As she was drawing the map, though, she came to an important realization.
“While I was doing the drawing, I became very frustrated and a little ashamed,” Ingraham said. “I realized that I didn’t know where I lived. I didn’t feel a sense of connection. I didn’t have a sense of place, and I hated that.”
She also became curious about what she was drawing.
“I’m learning the names of these towns, and I’m seeing these rivers. And what’s up with that section in the west that has what looks like a million lakes in it? What in the world could that look like?”
That led to the next phase of the project when she decided to try to visit each of those 95 sections on the Locator Map to create surveys to document and archive what she has seen and sensed.
“So I started on a series of travels, and I’m about 5,500 miles into it, to date,” she said. “I have about 9-10 sections of the 95 that I haven’t been through at all. There’s a lot to see.”
Along the way, she’s taken thousands of still images and hundreds of hours of video with a dash-mounted FLIP video camera in her car.
“I think the diversity of the landscape surprised me,” Ingraham said. “People told me, but I didn’t understand. People said, “Oh, you should visit the Sandhills,’ and it just kind of went over my head. But I kept looking at that section, because I didn’t like drawing these little lakes. They were very tedious.”
So on one of her trips she went out to that spot on the map—Crescent Lake National Wildlife Refuge, in the middle of the Sandhills.
“I’ve seen a lot of beautiful places in the world, but that drive. It’s like driving through an ocean of grass, just incredibly beautiful. You go over this gentle rise, and you see this turquoise lake. Then you go over another gentle rise, and you see another lake, and another lake and another lake. That was just unbelievably beautiful.”
Once the Locator Map was complete and as her travels continued, Ingraham began stitching “Terrain Squares,” which are quilted relief forms of the physical topography of selected locations. These were created in a larger scale (1 inch=596 feet).

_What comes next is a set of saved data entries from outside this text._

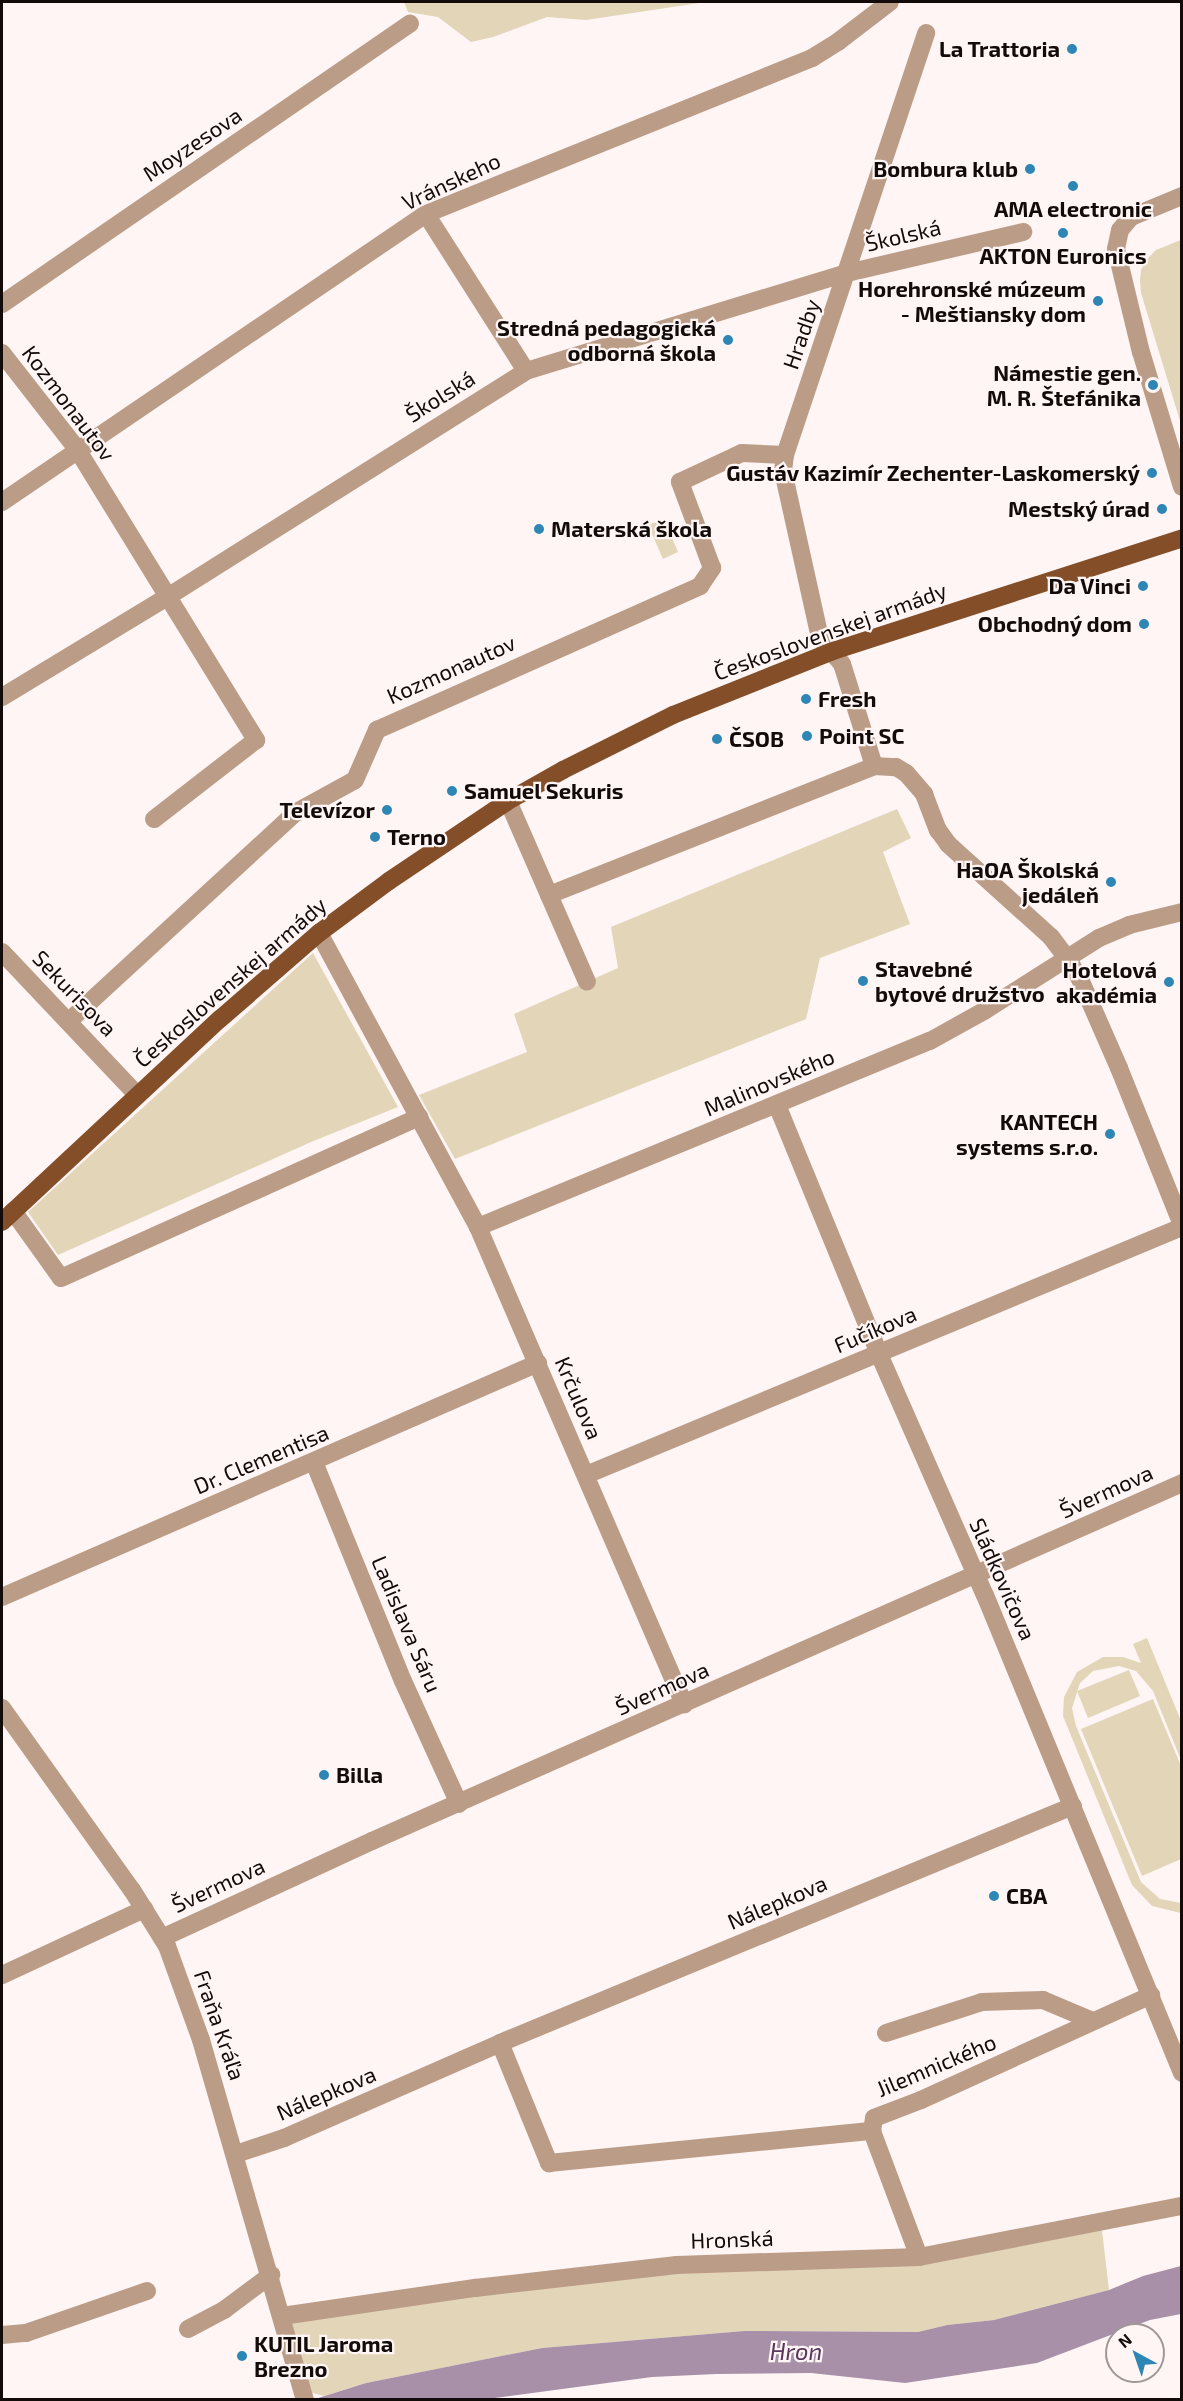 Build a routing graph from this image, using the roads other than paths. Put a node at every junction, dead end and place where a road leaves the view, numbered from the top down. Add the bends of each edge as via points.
1 (890, 2) edge
2 (410, 24) dead end
3 (926, 33) dead end
4 (1182, 196) edge
5 (426, 214) junction
6 (1023, 232) dead end
7 (847, 273) junction
8 (2, 304) edge
9 (2, 353) edge
10 (526, 370) junction
11 (77, 449) junction
12 (785, 455) junction
13 (1182, 487) edge
14 (2, 501) edge
15 (1182, 538) edge
16 (169, 596) junction
17 (833, 651) junction
18 (2, 698) edge
19 (874, 766) junction
20 (508, 801) junction
21 (154, 819) dead end
22 (549, 895) junction
23 (1182, 912) edge
24 (319, 933) junction
25 (2, 952) edge
26 (1067, 958) junction
27 (587, 982) dead end
28 (69, 1021) junction
29 (137, 1095) junction
30 (777, 1105) junction
31 (419, 1117) junction
32 (7, 1217) edge
33 (1182, 1226) edge
34 (478, 1227) junction
35 (879, 1354) junction
36 (538, 1363) junction
37 (314, 1462) junction
38 (586, 1474) junction
39 (1182, 1483) edge
40 (976, 1575) junction
41 (2, 1597) edge
42 (684, 1704) junction
43 (2, 1708) edge
44 (459, 1804) junction
45 (1073, 1806) junction
46 (144, 1909) junction
47 (162, 1938) junction
48 (2, 1975) edge
49 (1151, 1995) junction
50 (1093, 2021) junction
51 (886, 2033) dead end
52 (500, 2043) junction
53 (1182, 2073) edge
54 (872, 2131) junction
55 (236, 2154) junction
56 (1182, 2206) edge
57 (919, 2257) junction
58 (271, 2275) junction
59 (147, 2291) dead end
60 (282, 2316) junction
61 (188, 2329) dead end
62 (2, 2335) edge
63 (303, 2395) edge

1 - 5 street, Vránskeho via 812,58
2 - 8 street, Moyzesova
3 - 7 street, Hradby
4 - 13 street via 1131,217 1120,230 1116,249 1141,352
5 - 10 street
5 - 11 street, Vránskeho
6 - 7 street, Školská
7 - 10 street, Školská
7 - 12 street, Hradby
9 - 11 street, Kozmonautov
10 - 16 street, Školská
11 - 14 street, Vránskeho
11 - 16 street, Kozmonautov
12 - 17 street, Hradby via 783,471 820,638
12 - 28 street, Kozmonautov via 742,453 680,482 712,568 700,586 377,730 355,780 295,813
15 - 17 main road, Československej armády
16 - 18 street, Školská
16 - 21 street, Kozmonautov via 256,741
17 - 19 street, Hradby via 842,664
17 - 20 main road, Československej armády via 673,715
19 - 22 street
19 - 26 street via 890,765 906,773 924,794 948,844 1051,937
20 - 22 street
20 - 24 main road, Československej armády
22 - 27 street
23 - 26 street, Malinovského via 1112,932
24 - 29 main road, Československej armády
24 - 31 street, Krčulova
25 - 28 street, Sekurisova
26 - 30 street, Malinovského via 956,1028
26 - 33 street via 1119,1068
28 - 29 street, Sekurisova
29 - 32 main road, Československej armády
30 - 34 street, Malinovského
30 - 35 street, Sládkovičova
31 - 32 street via 61,1278
31 - 34 street, Krčulova
33 - 35 street, Fučíkova
34 - 36 street, Krčulova
35 - 38 street, Fučíkova
35 - 40 street, Sládkovičova
36 - 37 street, Dr. Clementisa
36 - 38 street, Krčulova
37 - 41 street, Dr. Clementisa
37 - 44 street, Ladislava Sáru via 403,1681
38 - 42 street, Krčulova
39 - 40 street, Švermova
40 - 42 street, Švermova
40 - 45 street, Sládkovičova
42 - 44 street, Švermova
43 - 46 street, Fraňa Kráľa
44 - 47 street, Švermova
45 - 49 street, Sládkovičova
45 - 52 street, Nálepkova
46 - 47 street, Fraňa Kráľa
46 - 48 street
47 - 55 street, Fraňa Kráľa via 201,2040
49 - 50 street, Jilemnického
49 - 53 street, Sládkovičova
50 - 51 street via 1044,2000 982,2002
50 - 54 street, Jilemnického via 874,2118
52 - 54 street via 549,2163
52 - 55 street, Nálepkova via 284,2138
54 - 57 street, Jilemnického
55 - 58 street, Fraňa Kráľa
56 - 57 street, Hronská
57 - 60 street, Hronská via 677,2265 475,2288
58 - 60 street, Fraňa Kráľa
58 - 61 street via 224,2310
59 - 62 street via 26,2333
60 - 63 street, Fraňa Kráľa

“At this scale, you can’t see any boundaries, just the terrain, with heights and depths expressed as contour lines and padded relief forms,” Ingraham said.

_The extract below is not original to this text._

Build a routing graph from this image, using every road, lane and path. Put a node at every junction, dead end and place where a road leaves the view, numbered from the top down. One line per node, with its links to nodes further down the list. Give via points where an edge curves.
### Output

She hopes to eventually have 95 of these quilted squares. Each one has a fragment of a large-scale, graphic (8’ x 8’) of Nebraska grasses image on the back.
“In theory, you could button these together according to sections according to the map, at some point,” Ingraham said. “Or you could button them together and recreate these 8-foot tall Nebraska grasses.”
A fourth component of the project is the creation of Ground Cloths. These mixed media fabric constructions are a response to a particular location that document what is unseen, remembered or imagined.
“I think of the ground cloths as what you remember, what you imagine or what’s overlooked,” Ingraham said. “It doesn’t have all the rules that these quilted squares have about scale, and it doesn’t have the order the drawn map has.”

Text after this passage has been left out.